Having done most of my climbing in the ACT so far, I was inappropriately dressed. All other climbers were in shorts and singlets while I wore long pants and a long sleeve shirt; far too hot.

So there are always lessons to be learned, aren’t there?

SOTA Activation of Mt Tamborine, VK4/SE-059

Mt Tamborine is an iconic Aussie tourist destination situated in the Gold Coast hinterland. The summit is right in the middle of a suburb but fortunately there is a good lookout in the Tamborine National Park very nearby.

This activation was a good chance for me to try out my new Pico Paddle with my Elecraft KX1.

I had ordered a Pico plate as well; this is a thin plated piece of metal with self-adhesive tabs on the back. The idea is for this to stick onto whatever surface you want to mount the paddle on. I decided to mount mine on my newly made QSO board.

After erecting my squid pole to secure the end of a 24 foot long wire to, I ran out the two counterpoises and connected up the rig.

Installing the long wire antenna.

Installing the long wire antenna.

Then I began calling on 20m.

This was my first attempt at using my new QSO board, with the Pico Paddle mounted in place.

This was my first attempt at using my new QSO board, with the Pico Paddle mounted in place.

It wasn’t long before I realised the Pico plate was simply not up to the job; the paddle began moving around. The magnets were just not strong enough, even though my sending was gentle. I would need to fix this.
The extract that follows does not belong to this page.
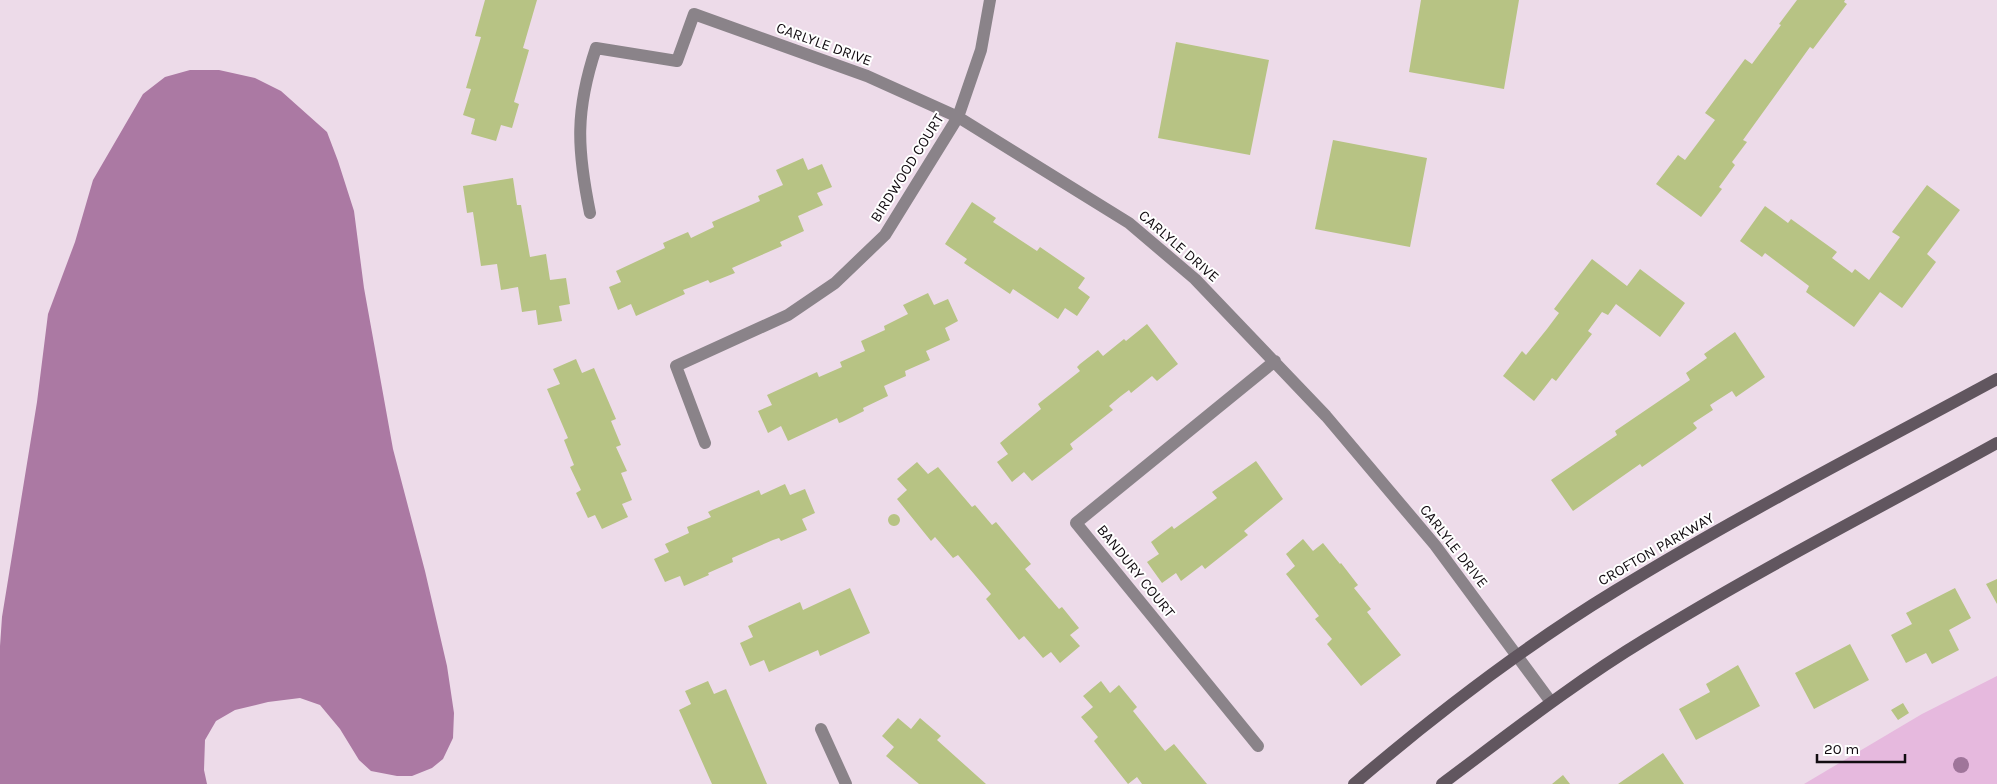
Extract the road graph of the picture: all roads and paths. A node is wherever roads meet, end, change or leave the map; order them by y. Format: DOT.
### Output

Anyway, the bands were in bad shape and I only managed three contacts all morning. Those were with ZL1BYQ and VK7CW on 20m, and VK4EKA on 40m. I also tried SSB with my Yaesu FT-817 on both bands but to no avail.

Back home I began modifying my QSO board.

The Pico Paddle with the Pico plate in place on the board.

The Pico Paddle with the Pico plate in place on the board.

A quick email to Palm Radio in Germany brought the suggestion that I should try using a metal plate instead of the Pico plate, so I raided my workshop and cut a piece of plate to fit. This was then hot glued into place.

The Pico Paddle now attaches itself really firmly to my board, thanks to the metal plate.

The Pico Paddle now attaches itself really firmly to my board, thanks to the metal plate.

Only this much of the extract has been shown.